Given data below:
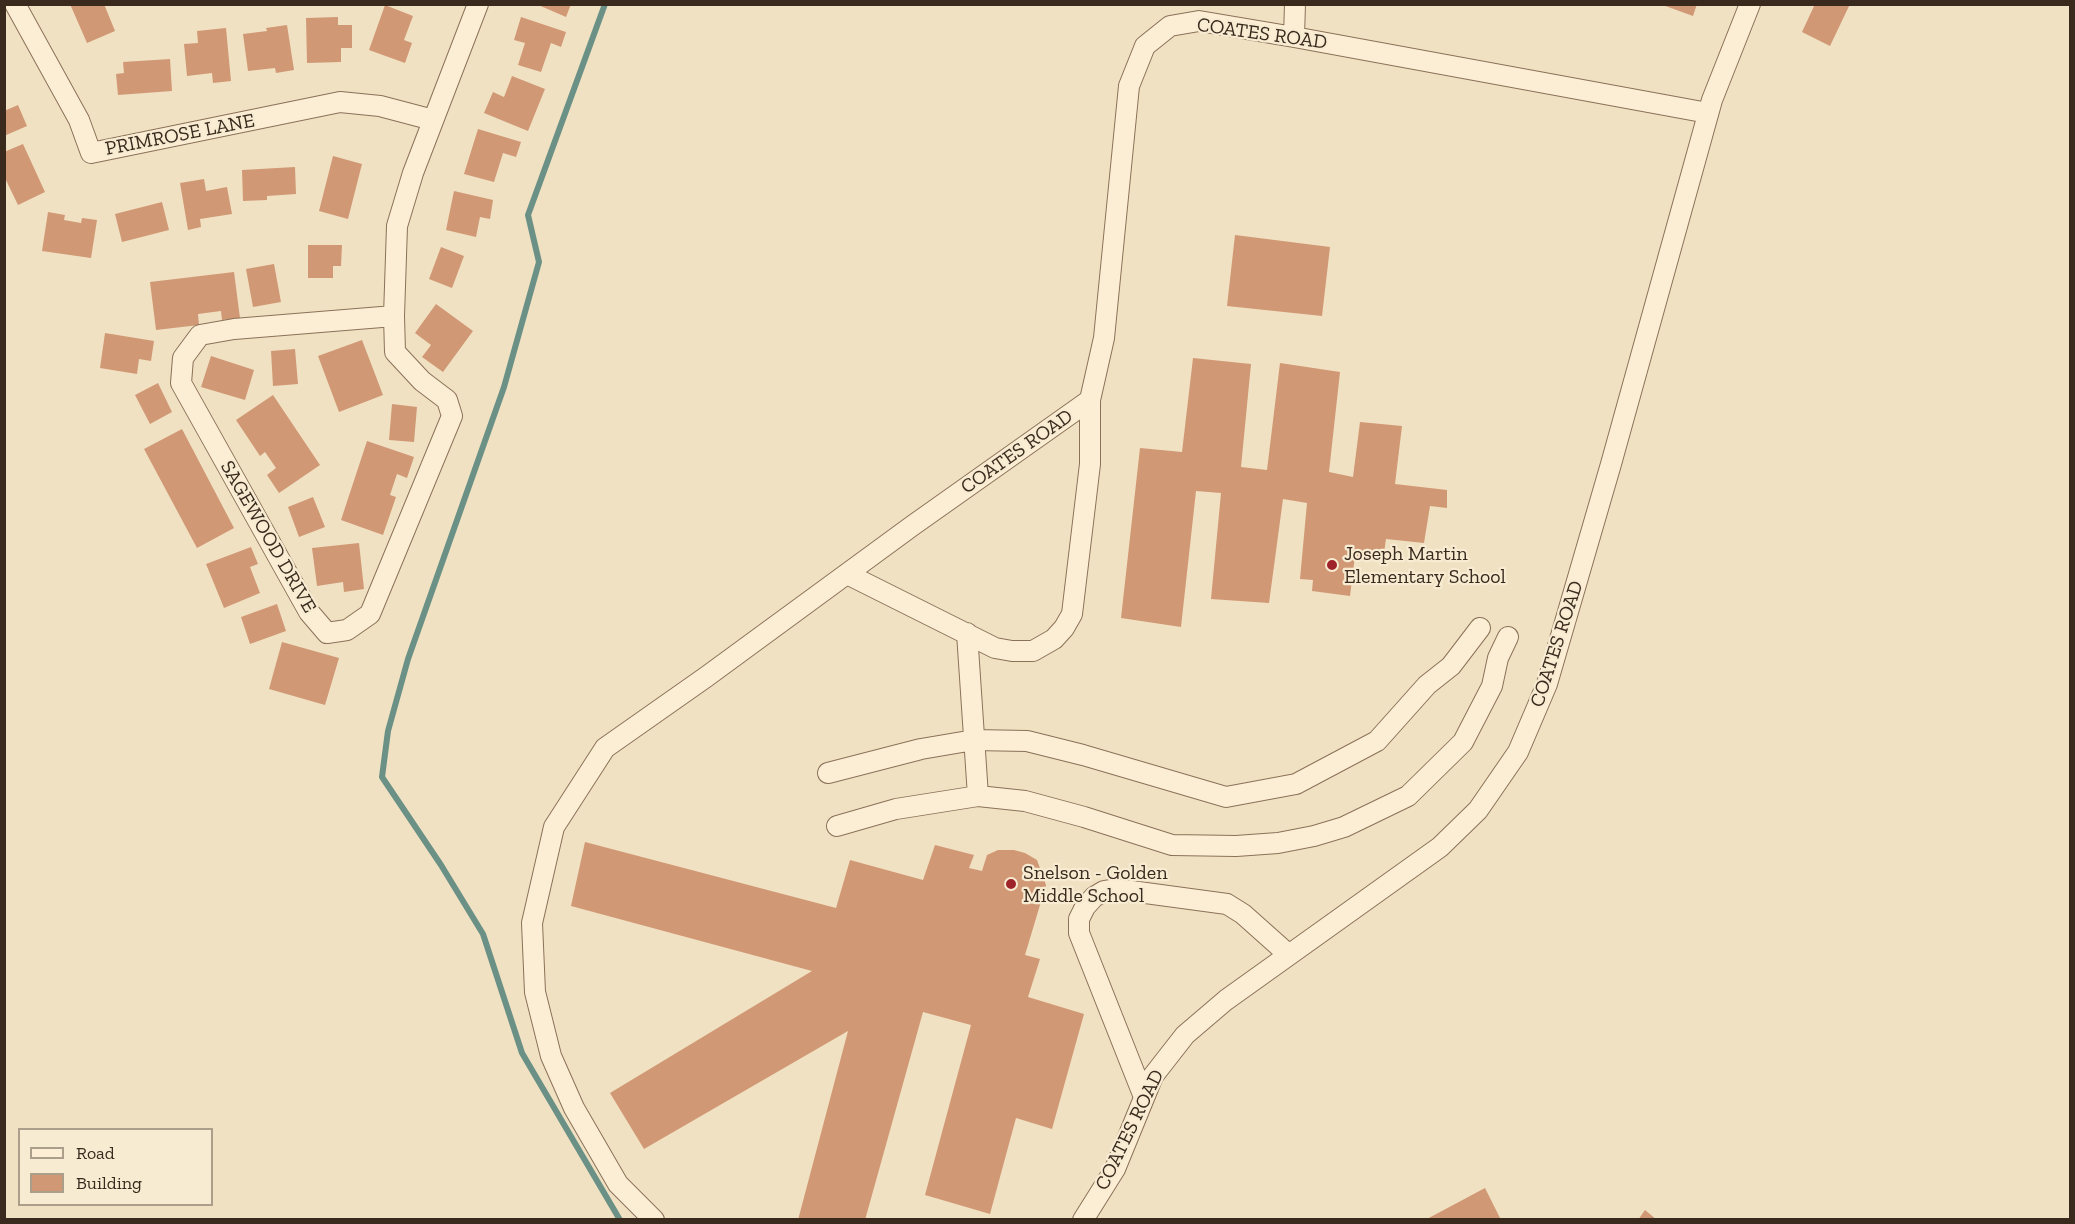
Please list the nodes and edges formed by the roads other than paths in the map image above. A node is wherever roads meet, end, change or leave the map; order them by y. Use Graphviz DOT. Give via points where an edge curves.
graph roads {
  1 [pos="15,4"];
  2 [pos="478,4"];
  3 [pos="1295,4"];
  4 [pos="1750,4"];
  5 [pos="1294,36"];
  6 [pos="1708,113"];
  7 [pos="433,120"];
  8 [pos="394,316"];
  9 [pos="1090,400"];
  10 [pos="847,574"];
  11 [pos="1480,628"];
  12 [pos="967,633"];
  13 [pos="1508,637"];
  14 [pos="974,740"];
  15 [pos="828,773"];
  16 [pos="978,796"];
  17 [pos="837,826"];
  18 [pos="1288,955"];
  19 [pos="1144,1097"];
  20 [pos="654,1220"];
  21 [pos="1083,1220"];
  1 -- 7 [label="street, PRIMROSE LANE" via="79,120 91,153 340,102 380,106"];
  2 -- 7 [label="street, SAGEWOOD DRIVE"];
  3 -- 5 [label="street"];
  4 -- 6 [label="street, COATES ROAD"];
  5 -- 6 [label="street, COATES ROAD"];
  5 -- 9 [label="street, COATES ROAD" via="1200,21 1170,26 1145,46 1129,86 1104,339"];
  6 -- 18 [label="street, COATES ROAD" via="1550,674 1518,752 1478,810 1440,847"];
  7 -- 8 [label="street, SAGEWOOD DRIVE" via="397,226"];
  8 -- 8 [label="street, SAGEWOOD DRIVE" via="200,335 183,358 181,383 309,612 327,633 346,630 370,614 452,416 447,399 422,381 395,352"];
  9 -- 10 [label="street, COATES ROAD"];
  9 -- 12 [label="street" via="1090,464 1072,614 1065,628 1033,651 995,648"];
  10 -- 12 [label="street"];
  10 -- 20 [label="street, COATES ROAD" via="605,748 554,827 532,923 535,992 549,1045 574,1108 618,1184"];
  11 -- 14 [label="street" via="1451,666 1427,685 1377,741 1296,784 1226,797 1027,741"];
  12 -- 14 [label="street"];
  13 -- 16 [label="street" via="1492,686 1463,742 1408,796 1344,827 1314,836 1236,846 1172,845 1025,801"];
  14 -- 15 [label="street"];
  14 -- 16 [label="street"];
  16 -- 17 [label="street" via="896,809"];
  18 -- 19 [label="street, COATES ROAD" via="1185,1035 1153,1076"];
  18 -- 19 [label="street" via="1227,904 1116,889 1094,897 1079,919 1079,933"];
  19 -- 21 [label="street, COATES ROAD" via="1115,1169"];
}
End of Given data.
Task to carry out
In the copy, include all records verbatim but no images.

Exercise output
Please list the nodes and edges formed by the roads other than paths in the map image above. A node is wherever roads meet, end, change or leave the map; order them by y. Use Graphviz DOT. Give via points where an edge curves.
graph roads {
  1 [pos="15,4"];
  2 [pos="478,4"];
  3 [pos="1295,4"];
  4 [pos="1750,4"];
  5 [pos="1294,36"];
  6 [pos="1708,113"];
  7 [pos="433,120"];
  8 [pos="394,316"];
  9 [pos="1090,400"];
  10 [pos="847,574"];
  11 [pos="1480,628"];
  12 [pos="967,633"];
  13 [pos="1508,637"];
  14 [pos="974,740"];
  15 [pos="828,773"];
  16 [pos="978,796"];
  17 [pos="837,826"];
  18 [pos="1288,955"];
  19 [pos="1144,1097"];
  20 [pos="654,1220"];
  21 [pos="1083,1220"];
  1 -- 7 [label="street, PRIMROSE LANE" via="79,120 91,153 340,102 380,106"];
  2 -- 7 [label="street, SAGEWOOD DRIVE"];
  3 -- 5 [label="street"];
  4 -- 6 [label="street, COATES ROAD"];
  5 -- 6 [label="street, COATES ROAD"];
  5 -- 9 [label="street, COATES ROAD" via="1200,21 1170,26 1145,46 1129,86 1104,339"];
  6 -- 18 [label="street, COATES ROAD" via="1550,674 1518,752 1478,810 1440,847"];
  7 -- 8 [label="street, SAGEWOOD DRIVE" via="397,226"];
  8 -- 8 [label="street, SAGEWOOD DRIVE" via="200,335 183,358 181,383 309,612 327,633 346,630 370,614 452,416 447,399 422,381 395,352"];
  9 -- 10 [label="street, COATES ROAD"];
  9 -- 12 [label="street" via="1090,464 1072,614 1065,628 1033,651 995,648"];
  10 -- 12 [label="street"];
  10 -- 20 [label="street, COATES ROAD" via="605,748 554,827 532,923 535,992 549,1045 574,1108 618,1184"];
  11 -- 14 [label="street" via="1451,666 1427,685 1377,741 1296,784 1226,797 1027,741"];
  12 -- 14 [label="street"];
  13 -- 16 [label="street" via="1492,686 1463,742 1408,796 1344,827 1314,836 1236,846 1172,845 1025,801"];
  14 -- 15 [label="street"];
  14 -- 16 [label="street"];
  16 -- 17 [label="street" via="896,809"];
  18 -- 19 [label="street, COATES ROAD" via="1185,1035 1153,1076"];
  18 -- 19 [label="street" via="1227,904 1116,889 1094,897 1079,919 1079,933"];
  19 -- 21 [label="street, COATES ROAD" via="1115,1169"];
}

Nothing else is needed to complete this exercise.